» **TASK TO COMPLETE**: Only the pictures are to be left out; set down the rest of the records exactly.

» **RECORDS SUPPLIED**:
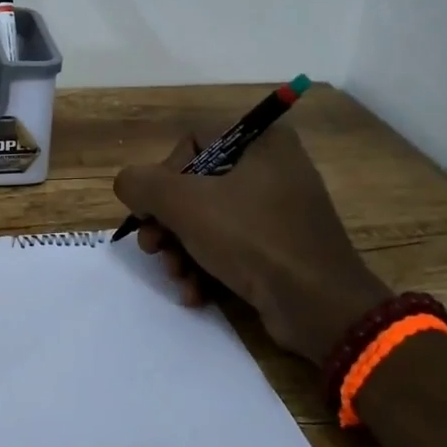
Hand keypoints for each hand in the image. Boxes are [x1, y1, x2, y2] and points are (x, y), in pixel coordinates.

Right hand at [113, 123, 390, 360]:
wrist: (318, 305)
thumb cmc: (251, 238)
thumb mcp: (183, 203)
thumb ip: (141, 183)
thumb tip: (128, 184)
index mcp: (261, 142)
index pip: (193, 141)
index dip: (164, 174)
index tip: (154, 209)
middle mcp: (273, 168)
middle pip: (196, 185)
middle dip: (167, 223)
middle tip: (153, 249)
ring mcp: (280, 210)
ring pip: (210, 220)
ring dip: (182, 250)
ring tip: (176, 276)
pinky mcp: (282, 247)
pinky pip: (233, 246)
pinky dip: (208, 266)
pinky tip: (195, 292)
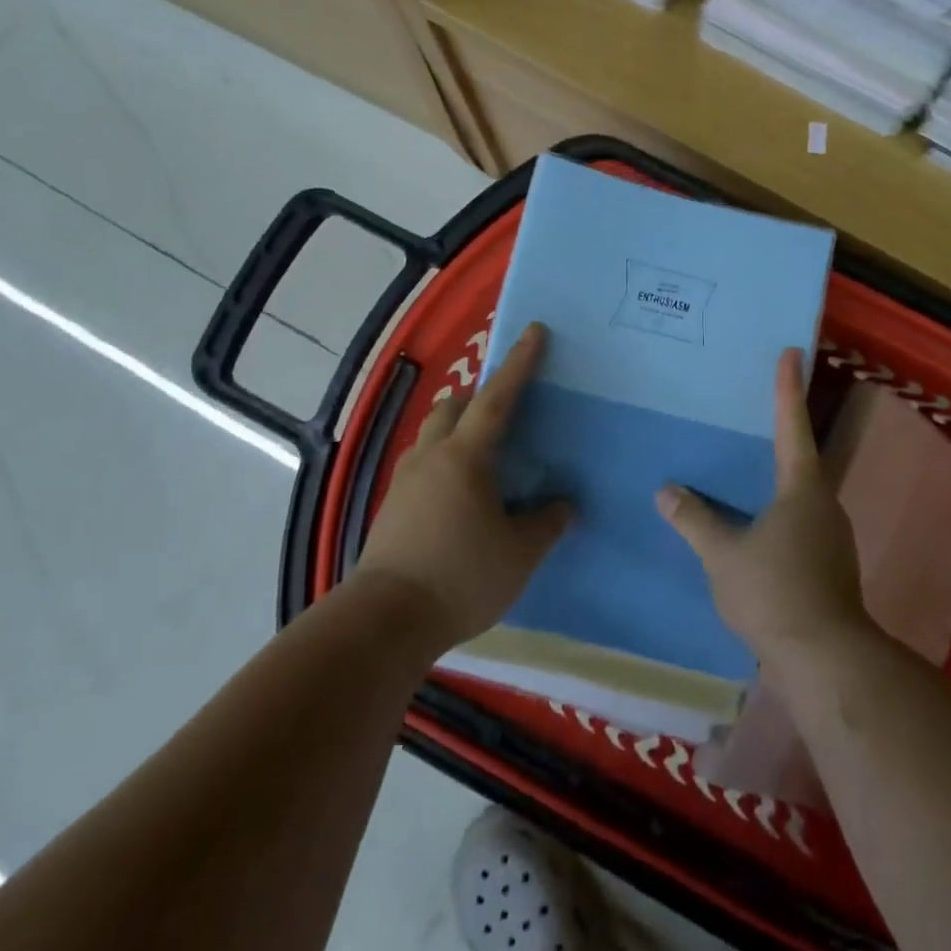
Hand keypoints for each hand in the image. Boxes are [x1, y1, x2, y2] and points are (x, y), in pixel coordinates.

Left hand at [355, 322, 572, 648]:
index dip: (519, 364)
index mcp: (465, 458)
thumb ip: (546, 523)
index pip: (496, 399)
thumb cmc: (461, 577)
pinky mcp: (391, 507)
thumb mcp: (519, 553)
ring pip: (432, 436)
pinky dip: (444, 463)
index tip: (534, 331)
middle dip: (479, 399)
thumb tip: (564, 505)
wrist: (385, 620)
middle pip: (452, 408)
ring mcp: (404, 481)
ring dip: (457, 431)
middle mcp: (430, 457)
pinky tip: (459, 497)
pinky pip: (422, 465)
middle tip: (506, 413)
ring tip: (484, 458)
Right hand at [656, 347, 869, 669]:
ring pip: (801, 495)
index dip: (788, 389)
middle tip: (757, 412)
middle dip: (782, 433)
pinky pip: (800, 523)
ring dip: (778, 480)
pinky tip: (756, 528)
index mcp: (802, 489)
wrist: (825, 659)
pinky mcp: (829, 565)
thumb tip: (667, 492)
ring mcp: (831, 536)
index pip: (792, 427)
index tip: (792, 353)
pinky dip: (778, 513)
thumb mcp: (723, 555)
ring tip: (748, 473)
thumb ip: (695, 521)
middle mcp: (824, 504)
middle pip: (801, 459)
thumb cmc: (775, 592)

» **SOLUTION TO THIS EXERCISE**:
Hand keypoints for each hand in the image. Boxes are [x1, y1, x2, y2] and points are (x, y), in pixel coordinates.

Right hand at [113, 123, 390, 360]:
wrist: (318, 305)
thumb cmc: (251, 238)
thumb mcp: (183, 203)
thumb ip: (141, 183)
thumb tip: (128, 184)
index mcp: (261, 142)
index pip: (193, 141)
index dip: (164, 174)
index tip: (154, 209)
middle mcp: (273, 168)
middle pip: (196, 185)
middle dip: (167, 223)
middle tip: (153, 249)
ring mcp: (280, 210)
ring pip: (210, 220)
ring dip: (182, 250)
ring tip: (176, 276)
pinky mcp: (282, 247)
pinky pip: (233, 246)
pinky dip: (208, 266)
pinky tip: (195, 292)
Hand keypoints for each hand in the image. Boxes are [x1, y1, x2, y2] and points are (x, y), in pixel coordinates.

Left hand at [355, 322, 572, 648]:
index dip: (519, 364)
index mcp: (465, 458)
thumb ip: (546, 523)
index pip: (496, 399)
thumb cmc: (461, 577)
pinky mcp: (391, 507)
thumb mcp: (519, 553)
ring pip: (432, 436)
pinky dip: (444, 463)
index tip: (534, 331)
middle dip: (479, 399)
thumb tip: (564, 505)
wrist: (385, 620)
middle pip: (452, 408)
ring mcp: (404, 481)
ring dip: (457, 431)
middle mcp: (430, 457)
pinky tip: (459, 497)
pinky pip: (422, 465)
middle tip: (506, 413)
ring tip: (484, 458)
Right hand at [656, 347, 869, 669]:
ring pip: (801, 495)
index dip: (788, 389)
middle tip: (757, 412)
middle dip: (782, 433)
pinky pip: (800, 523)
ring dip: (778, 480)
pinky tip: (756, 528)
index mcp: (802, 489)
wrist: (825, 659)
pinky mcp: (829, 565)
thumb tip: (667, 492)
ring mcp: (831, 536)
index pip: (792, 427)
index tip: (792, 353)
pinky dip: (778, 513)
thumb mcp: (723, 555)
ring tip: (748, 473)
thumb ip: (695, 521)
middle mcp: (824, 504)
middle pip: (801, 459)
thumb cmc: (775, 592)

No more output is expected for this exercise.